Robust moral realism is the view that moral facts exist, but that they are not reducible to non-moral or natural facts. According to the robust realist, when I say something like ‘It is morally wrong to torture an innocent child for fun’, I am saying something that is true, but whose truth is not reducible to the non-moral properties of torture or children. Robust moral realism has become surprisingly popular in recent years, with philosophers like Derek Parfit, David Enoch, Erik Wielenberg and Russell Shafer-Landau all defending versions of it.

What is interesting about these philosophers is that they are all avowedly non-religious in their moral beliefs. They don’t think there is any connection between morality and the truths of any particular religion. Indeed, several of them are explicitly atheistic in their moral outlook. In a recent paper, however, David Killoren has argued that robust moral realism is a kind of religious belief: one that must be held on faith and that shares other properties with popular religions. At the same time, he argues that it is an ‘excellent’ kind of religious belief, one that could be attractive to the non-religious and religious alike.

I want to look at the argument Killoren uses to defend this point of view.

1. Three Features of Robust Moral Realism
Before we get into the meat of Killoren’s argument, we need to have a clearer characterisation of robust moral realism. Go back to my earlier example of the proposition ‘It is morally wrong to torture an innocent child for fun’. Suppose you and I are discussing this proposition one day. You happen to agree with it. Killoren argues that if we were robust realists then we would share three key beliefs about the nature of our agreement about this claim:

Non-naturalism: We would both believe that the statement ‘it is morally wrong to torture an innocent child for fun’ is a non-natural fact. I explained this above but I can be more precise here. The key thing is that we would believe that it is an irreducibly normative fact. It may supervene on natural facts, but it is distinct from and not identical with those natural facts.

Objectivism: We would both believe that the truth of the statement is not dependent on our moral attitudes. In other words, its being true does not depend on our believing it to be true. It is mind-independent. Killoren argues that objectivism in this sense entails that moral facts are independent from two distinct moral attitudes: (i) our moral beliefs and (ii) our moral seemings (i.e. the fact that it seems like X is true).

Optimism: We would both believe that we do in fact know that the statement ‘it is morally wrong to torture an innocent child for fun’ is true. We are consequently optimistic about the truth of our moral beliefs. Killoren is, again, more precise here in saying that optimism is the view that our deepest moral beliefs are true. So we may disagree at the margins (e.g. ‘we should give 10% of our income to charity’), but we agree about more fundamental moral claims (like claims about the torturing of innocent children).

Two things are worth noting about this triptych of beliefs. The first is that the commitment to non-naturalism comes with a significant cost.
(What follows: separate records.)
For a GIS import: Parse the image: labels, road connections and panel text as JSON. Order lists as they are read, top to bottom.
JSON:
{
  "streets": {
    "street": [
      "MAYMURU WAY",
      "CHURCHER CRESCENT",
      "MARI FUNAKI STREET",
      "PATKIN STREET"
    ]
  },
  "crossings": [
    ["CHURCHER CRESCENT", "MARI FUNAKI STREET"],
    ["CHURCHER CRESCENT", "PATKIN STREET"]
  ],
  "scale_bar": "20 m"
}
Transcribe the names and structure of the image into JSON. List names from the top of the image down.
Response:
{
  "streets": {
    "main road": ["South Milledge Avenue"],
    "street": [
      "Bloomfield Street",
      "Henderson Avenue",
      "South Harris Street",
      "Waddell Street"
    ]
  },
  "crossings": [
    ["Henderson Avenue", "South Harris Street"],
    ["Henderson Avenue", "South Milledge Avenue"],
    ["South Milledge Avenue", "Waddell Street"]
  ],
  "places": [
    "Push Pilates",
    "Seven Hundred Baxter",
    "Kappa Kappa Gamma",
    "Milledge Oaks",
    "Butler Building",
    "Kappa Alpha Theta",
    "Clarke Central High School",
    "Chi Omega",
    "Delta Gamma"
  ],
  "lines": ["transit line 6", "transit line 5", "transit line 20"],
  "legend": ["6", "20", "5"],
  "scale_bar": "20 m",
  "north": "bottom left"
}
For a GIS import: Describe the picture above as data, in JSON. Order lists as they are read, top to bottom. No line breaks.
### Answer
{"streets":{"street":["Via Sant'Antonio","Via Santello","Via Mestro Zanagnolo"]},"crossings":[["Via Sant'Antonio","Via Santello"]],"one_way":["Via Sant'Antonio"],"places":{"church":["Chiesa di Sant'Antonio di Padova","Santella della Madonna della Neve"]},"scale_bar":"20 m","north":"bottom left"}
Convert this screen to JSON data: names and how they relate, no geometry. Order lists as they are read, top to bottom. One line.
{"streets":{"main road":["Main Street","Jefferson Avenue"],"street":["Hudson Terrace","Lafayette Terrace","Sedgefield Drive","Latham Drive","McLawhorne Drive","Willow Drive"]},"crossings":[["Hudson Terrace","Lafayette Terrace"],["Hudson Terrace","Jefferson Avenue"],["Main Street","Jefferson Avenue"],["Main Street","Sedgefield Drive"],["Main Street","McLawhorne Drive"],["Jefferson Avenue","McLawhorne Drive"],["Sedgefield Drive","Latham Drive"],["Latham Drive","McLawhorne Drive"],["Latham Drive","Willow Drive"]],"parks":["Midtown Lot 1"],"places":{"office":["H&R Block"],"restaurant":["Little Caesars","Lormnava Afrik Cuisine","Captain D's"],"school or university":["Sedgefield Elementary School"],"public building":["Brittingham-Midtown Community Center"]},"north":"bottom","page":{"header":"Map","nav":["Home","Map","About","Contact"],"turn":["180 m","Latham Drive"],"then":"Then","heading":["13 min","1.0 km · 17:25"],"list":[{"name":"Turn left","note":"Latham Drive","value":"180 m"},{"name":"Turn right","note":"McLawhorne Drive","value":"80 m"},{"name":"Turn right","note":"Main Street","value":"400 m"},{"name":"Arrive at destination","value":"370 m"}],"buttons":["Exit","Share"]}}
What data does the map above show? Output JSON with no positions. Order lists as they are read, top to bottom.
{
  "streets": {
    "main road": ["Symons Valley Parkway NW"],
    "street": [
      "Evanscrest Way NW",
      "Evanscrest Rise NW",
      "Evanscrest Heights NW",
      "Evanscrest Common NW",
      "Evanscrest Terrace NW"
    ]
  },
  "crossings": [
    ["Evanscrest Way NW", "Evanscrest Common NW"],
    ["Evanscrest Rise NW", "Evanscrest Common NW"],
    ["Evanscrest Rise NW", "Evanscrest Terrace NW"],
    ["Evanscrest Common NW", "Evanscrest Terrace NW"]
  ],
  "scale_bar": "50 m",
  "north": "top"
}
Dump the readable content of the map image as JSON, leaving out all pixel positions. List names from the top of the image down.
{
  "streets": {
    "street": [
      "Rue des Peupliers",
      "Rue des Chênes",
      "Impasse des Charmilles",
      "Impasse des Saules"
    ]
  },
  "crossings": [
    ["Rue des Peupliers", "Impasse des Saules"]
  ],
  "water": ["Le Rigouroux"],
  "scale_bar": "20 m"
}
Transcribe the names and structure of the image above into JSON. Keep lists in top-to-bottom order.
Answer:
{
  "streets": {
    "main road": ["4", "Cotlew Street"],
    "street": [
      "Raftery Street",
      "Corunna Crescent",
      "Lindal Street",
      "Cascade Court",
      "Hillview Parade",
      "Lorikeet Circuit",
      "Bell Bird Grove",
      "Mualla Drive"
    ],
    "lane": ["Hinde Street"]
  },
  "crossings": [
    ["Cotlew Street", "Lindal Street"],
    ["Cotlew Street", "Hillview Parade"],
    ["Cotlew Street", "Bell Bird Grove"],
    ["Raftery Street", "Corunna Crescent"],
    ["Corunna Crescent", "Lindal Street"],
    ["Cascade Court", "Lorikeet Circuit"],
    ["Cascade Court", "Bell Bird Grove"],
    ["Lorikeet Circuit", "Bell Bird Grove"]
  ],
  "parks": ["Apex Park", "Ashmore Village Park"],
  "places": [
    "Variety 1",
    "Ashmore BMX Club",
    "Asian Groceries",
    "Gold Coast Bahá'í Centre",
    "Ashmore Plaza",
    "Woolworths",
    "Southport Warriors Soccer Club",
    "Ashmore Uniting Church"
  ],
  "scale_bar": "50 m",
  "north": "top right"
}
Killoren calls it the ‘non-naturalist’s handicap’. If non-naturalism is true, then it means that ‘moral facts do not play a contributory role in the best explanation of any natural facts’. This is troubling for otherwise non-religious naturalists because it means that all their moral beliefs and attitudes are not best explained by the existence of true non-natural moral facts. If our minds are ultimately best explained by natural facts, then non-natural moral facts cannot feature in the explanation of the content of our minds. This ‘handicap’ is something that non-realists like Sharon Street have long complained about.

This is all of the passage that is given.